Saved entries:

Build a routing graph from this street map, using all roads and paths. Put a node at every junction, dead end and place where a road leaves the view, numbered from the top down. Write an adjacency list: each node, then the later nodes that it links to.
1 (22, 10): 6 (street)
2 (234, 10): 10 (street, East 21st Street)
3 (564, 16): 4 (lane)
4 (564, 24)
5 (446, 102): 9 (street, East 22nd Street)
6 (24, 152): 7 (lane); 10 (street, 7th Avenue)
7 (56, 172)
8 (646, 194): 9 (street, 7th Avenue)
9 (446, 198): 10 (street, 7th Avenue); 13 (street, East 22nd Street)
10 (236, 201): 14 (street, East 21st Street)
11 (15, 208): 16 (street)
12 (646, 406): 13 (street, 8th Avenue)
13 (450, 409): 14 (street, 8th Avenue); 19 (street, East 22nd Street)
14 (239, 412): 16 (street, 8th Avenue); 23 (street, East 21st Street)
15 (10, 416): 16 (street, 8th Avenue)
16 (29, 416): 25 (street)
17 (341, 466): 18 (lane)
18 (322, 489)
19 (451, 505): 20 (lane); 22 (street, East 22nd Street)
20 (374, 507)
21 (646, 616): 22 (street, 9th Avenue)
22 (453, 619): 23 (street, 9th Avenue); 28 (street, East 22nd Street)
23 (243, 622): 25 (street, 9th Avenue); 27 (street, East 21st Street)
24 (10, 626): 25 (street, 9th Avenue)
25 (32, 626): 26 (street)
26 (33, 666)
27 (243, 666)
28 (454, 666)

- [Problem statement]:
Now repeat the data exactly, keeping every line.

- [Finished task]:
Build a routing graph from this street map, using all roads and paths. Put a node at every junction, dead end and place where a road leaves the view, numbered from the top down. Write an adjacency list: each node, then the later nodes that it links to.
1 (22, 10): 6 (street)
2 (234, 10): 10 (street, East 21st Street)
3 (564, 16): 4 (lane)
4 (564, 24)
5 (446, 102): 9 (street, East 22nd Street)
6 (24, 152): 7 (lane); 10 (street, 7th Avenue)
7 (56, 172)
8 (646, 194): 9 (street, 7th Avenue)
9 (446, 198): 10 (street, 7th Avenue); 13 (street, East 22nd Street)
10 (236, 201): 14 (street, East 21st Street)
11 (15, 208): 16 (street)
12 (646, 406): 13 (street, 8th Avenue)
13 (450, 409): 14 (street, 8th Avenue); 19 (street, East 22nd Street)
14 (239, 412): 16 (street, 8th Avenue); 23 (street, East 21st Street)
15 (10, 416): 16 (street, 8th Avenue)
16 (29, 416): 25 (street)
17 (341, 466): 18 (lane)
18 (322, 489)
19 (451, 505): 20 (lane); 22 (street, East 22nd Street)
20 (374, 507)
21 (646, 616): 22 (street, 9th Avenue)
22 (453, 619): 23 (street, 9th Avenue); 28 (street, East 22nd Street)
23 (243, 622): 25 (street, 9th Avenue); 27 (street, East 21st Street)
24 (10, 626): 25 (street, 9th Avenue)
25 (32, 626): 26 (street)
26 (33, 666)
27 (243, 666)
28 (454, 666)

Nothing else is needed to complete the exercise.